━━━━━ Records supplied
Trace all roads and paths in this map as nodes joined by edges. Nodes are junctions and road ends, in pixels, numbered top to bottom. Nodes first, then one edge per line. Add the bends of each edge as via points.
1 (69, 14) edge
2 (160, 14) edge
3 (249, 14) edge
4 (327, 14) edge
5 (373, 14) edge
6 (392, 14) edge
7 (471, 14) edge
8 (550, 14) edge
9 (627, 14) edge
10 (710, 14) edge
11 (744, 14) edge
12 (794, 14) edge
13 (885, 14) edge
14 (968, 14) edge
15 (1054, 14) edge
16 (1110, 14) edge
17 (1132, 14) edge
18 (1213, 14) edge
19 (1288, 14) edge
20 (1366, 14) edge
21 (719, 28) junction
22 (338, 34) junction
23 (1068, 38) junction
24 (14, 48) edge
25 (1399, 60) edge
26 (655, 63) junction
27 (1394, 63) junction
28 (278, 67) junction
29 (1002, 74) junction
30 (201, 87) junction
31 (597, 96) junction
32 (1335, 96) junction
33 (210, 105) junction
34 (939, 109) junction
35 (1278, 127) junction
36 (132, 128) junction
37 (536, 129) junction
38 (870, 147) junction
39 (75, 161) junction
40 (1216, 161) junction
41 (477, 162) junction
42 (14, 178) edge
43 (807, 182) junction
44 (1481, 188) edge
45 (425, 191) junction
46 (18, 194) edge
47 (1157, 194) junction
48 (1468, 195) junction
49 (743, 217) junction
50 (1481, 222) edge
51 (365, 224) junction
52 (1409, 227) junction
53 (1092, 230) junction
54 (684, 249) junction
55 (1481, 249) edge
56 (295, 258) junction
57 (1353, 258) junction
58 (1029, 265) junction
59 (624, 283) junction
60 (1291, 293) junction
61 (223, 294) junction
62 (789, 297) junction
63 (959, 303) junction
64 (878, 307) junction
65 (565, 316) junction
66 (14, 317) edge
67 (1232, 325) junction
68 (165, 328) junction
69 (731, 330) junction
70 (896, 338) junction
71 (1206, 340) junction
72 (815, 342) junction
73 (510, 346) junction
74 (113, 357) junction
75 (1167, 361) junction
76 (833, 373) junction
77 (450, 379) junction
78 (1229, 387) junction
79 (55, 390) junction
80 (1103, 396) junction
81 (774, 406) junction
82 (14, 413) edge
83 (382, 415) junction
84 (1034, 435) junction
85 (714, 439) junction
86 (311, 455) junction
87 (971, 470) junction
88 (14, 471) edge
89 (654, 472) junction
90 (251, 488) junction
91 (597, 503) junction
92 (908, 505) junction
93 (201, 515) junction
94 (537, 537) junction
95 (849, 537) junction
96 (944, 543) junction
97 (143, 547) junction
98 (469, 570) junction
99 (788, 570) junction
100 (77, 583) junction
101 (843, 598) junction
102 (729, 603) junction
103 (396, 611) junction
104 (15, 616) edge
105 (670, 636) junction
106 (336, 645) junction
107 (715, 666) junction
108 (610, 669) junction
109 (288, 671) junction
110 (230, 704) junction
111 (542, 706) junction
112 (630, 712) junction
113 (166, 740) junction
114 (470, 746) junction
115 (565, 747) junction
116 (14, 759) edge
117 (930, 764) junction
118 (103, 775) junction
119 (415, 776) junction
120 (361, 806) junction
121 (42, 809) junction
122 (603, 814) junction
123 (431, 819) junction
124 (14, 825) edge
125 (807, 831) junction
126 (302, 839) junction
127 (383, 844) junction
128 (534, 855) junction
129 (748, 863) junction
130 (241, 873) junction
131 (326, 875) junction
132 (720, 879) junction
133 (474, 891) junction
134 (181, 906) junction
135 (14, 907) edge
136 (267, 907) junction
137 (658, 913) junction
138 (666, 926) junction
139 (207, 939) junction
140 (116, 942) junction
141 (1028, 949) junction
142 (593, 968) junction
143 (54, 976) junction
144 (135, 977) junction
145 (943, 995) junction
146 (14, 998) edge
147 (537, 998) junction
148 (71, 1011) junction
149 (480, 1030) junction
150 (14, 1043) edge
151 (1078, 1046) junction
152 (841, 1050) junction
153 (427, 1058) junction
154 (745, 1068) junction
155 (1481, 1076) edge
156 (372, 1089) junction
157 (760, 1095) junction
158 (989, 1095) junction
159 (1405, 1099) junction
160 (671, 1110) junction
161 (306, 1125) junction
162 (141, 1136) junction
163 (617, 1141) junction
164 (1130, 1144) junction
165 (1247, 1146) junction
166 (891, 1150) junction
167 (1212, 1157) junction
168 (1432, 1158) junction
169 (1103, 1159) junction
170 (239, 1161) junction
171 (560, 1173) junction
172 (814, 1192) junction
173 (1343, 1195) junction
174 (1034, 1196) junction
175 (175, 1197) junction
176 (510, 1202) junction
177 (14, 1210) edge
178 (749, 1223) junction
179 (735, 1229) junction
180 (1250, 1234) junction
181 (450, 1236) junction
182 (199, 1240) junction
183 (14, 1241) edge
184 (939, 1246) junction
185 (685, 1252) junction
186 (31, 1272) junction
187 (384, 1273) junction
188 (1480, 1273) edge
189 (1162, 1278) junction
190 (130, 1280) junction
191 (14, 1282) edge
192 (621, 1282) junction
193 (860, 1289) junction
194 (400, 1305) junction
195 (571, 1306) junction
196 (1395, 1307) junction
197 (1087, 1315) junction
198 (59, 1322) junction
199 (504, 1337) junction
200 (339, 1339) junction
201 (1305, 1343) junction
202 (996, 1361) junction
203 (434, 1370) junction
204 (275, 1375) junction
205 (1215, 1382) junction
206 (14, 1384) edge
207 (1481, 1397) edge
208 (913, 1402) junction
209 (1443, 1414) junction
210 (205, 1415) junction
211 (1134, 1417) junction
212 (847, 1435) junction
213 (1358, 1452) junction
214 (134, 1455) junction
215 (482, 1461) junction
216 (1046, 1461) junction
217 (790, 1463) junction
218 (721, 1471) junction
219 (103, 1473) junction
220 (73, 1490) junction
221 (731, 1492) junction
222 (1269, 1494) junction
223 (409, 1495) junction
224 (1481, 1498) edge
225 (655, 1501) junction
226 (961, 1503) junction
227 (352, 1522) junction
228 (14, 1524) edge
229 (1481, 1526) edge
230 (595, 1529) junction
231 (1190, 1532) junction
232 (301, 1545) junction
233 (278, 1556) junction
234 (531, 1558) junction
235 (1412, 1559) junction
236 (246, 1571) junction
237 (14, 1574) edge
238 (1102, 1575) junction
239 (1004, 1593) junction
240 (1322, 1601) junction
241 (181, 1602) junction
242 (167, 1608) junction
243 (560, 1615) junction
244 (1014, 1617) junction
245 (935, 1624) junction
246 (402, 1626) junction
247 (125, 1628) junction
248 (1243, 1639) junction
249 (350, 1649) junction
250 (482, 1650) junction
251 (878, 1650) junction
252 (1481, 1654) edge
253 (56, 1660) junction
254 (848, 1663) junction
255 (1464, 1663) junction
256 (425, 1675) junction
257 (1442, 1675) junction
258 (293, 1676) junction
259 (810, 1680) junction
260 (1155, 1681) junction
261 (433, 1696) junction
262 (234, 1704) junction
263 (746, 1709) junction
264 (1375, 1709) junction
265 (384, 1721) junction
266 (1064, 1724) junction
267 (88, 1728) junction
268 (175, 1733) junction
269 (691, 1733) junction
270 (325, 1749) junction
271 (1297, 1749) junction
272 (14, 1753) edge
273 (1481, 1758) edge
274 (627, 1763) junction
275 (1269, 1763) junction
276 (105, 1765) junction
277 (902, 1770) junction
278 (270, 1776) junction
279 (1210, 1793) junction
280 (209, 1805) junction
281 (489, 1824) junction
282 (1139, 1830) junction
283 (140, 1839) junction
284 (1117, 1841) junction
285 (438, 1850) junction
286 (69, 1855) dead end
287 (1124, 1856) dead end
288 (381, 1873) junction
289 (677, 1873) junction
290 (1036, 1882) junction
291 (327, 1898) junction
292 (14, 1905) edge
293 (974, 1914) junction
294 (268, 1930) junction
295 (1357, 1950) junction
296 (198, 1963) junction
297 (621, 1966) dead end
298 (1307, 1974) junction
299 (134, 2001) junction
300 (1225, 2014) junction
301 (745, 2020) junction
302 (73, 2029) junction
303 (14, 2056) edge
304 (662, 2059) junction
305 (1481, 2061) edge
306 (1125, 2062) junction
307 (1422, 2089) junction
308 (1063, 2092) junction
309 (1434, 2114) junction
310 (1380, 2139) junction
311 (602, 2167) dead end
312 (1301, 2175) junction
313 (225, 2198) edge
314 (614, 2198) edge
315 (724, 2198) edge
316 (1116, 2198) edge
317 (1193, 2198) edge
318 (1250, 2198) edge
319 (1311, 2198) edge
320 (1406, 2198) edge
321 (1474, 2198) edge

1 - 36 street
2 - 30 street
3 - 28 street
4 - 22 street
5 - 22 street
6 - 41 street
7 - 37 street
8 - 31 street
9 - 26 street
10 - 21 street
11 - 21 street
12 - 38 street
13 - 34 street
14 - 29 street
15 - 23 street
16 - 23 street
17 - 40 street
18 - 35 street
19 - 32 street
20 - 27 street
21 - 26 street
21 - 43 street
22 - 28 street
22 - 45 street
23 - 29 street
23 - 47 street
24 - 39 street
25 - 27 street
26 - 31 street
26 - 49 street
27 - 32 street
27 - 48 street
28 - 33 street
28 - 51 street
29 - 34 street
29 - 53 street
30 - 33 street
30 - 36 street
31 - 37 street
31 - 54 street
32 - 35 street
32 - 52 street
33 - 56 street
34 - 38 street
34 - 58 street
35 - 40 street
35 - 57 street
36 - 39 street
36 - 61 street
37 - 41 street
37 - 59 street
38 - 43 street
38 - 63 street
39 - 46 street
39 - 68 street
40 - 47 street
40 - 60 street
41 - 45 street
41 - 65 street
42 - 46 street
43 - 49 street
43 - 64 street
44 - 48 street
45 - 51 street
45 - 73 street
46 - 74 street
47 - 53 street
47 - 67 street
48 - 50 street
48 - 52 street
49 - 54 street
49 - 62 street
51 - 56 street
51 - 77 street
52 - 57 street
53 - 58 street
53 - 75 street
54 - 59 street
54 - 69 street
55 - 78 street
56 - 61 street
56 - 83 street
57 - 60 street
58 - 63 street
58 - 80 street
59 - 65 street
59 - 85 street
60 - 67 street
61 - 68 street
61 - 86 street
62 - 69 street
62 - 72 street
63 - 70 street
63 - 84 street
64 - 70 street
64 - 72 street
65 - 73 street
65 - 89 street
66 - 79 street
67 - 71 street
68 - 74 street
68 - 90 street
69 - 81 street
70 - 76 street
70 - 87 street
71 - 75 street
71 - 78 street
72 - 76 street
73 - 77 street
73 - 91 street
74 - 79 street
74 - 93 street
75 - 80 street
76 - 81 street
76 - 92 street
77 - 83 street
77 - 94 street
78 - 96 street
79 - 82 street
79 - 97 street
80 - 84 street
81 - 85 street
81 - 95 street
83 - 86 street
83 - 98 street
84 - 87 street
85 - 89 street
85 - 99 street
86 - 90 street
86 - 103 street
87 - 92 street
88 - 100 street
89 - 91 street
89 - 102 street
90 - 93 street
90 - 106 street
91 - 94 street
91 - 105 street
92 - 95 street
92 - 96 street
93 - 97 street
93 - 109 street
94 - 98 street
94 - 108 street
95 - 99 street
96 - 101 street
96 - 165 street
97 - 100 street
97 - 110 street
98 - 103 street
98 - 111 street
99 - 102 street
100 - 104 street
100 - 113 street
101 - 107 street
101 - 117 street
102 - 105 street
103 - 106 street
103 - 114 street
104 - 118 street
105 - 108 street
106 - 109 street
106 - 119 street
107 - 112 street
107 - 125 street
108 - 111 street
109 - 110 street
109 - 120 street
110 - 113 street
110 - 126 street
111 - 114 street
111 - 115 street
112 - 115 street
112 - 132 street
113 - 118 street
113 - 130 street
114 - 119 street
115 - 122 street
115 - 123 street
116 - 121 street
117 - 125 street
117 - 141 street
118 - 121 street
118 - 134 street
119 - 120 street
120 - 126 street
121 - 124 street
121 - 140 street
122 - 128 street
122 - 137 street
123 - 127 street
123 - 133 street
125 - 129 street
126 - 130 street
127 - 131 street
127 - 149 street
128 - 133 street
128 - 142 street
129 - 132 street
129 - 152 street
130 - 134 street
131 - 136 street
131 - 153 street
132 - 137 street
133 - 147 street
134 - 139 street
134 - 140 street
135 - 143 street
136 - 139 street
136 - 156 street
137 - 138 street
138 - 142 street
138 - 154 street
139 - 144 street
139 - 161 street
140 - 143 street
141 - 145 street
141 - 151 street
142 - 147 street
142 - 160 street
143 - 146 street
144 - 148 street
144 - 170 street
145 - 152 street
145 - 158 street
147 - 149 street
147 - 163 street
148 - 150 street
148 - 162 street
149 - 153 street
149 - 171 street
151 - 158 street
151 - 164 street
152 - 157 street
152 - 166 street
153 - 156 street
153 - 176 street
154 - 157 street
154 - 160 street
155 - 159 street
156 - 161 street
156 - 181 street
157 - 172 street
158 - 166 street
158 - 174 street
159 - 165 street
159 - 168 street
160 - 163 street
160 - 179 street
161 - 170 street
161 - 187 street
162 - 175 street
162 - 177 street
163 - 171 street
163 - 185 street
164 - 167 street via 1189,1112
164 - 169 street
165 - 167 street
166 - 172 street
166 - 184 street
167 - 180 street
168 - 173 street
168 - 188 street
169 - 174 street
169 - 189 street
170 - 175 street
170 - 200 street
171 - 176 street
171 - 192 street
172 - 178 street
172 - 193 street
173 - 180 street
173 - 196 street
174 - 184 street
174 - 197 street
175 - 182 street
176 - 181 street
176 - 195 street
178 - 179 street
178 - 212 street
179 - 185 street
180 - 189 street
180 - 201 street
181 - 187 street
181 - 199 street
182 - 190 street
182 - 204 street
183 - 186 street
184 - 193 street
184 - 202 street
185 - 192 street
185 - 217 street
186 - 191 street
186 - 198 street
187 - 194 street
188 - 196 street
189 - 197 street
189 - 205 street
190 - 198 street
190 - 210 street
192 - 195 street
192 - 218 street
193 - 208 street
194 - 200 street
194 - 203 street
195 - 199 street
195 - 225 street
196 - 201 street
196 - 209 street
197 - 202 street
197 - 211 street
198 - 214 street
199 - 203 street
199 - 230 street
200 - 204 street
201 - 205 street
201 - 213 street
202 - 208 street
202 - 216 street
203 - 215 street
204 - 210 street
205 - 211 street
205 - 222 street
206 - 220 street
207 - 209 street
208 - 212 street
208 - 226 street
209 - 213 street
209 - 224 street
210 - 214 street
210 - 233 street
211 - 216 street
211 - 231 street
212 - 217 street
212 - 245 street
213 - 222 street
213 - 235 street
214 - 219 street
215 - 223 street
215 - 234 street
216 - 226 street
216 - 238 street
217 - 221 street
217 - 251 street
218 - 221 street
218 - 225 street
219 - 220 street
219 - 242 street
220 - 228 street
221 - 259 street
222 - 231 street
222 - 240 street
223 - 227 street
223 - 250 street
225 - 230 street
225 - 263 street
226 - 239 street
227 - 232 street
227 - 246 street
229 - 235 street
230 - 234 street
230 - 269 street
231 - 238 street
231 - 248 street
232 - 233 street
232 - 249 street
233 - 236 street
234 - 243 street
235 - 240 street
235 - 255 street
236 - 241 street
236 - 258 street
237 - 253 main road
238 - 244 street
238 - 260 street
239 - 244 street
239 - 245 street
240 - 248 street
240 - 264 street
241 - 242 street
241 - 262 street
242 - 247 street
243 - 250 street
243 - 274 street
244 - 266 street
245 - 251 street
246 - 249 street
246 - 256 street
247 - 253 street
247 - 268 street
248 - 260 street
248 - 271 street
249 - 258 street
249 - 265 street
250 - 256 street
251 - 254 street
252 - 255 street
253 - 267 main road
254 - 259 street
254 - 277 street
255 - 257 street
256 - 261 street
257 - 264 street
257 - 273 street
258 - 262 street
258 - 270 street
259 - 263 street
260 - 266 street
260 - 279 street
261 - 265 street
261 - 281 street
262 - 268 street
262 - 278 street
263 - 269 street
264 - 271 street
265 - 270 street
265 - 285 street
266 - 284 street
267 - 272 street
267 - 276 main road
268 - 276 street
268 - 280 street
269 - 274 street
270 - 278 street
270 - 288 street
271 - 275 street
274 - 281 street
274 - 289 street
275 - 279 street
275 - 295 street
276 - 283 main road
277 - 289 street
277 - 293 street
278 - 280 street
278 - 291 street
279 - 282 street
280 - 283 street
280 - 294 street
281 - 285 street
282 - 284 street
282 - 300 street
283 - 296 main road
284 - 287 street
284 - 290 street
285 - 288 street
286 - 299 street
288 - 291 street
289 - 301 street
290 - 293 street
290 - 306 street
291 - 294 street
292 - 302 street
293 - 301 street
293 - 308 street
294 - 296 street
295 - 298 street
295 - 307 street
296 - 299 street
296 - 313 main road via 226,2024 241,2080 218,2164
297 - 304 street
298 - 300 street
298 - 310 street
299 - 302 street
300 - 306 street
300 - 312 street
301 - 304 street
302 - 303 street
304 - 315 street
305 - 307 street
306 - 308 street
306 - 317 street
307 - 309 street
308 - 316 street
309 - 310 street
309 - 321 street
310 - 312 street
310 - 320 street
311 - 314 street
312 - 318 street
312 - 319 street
━━━━━━━━━━
| Work required |
Check the records above and copy each line that has the string "main".

| The answer |
237 - 253 main road
253 - 267 main road
267 - 276 main road
276 - 283 main road
283 - 296 main road
296 - 313 main road via 226,2024 241,2080 218,2164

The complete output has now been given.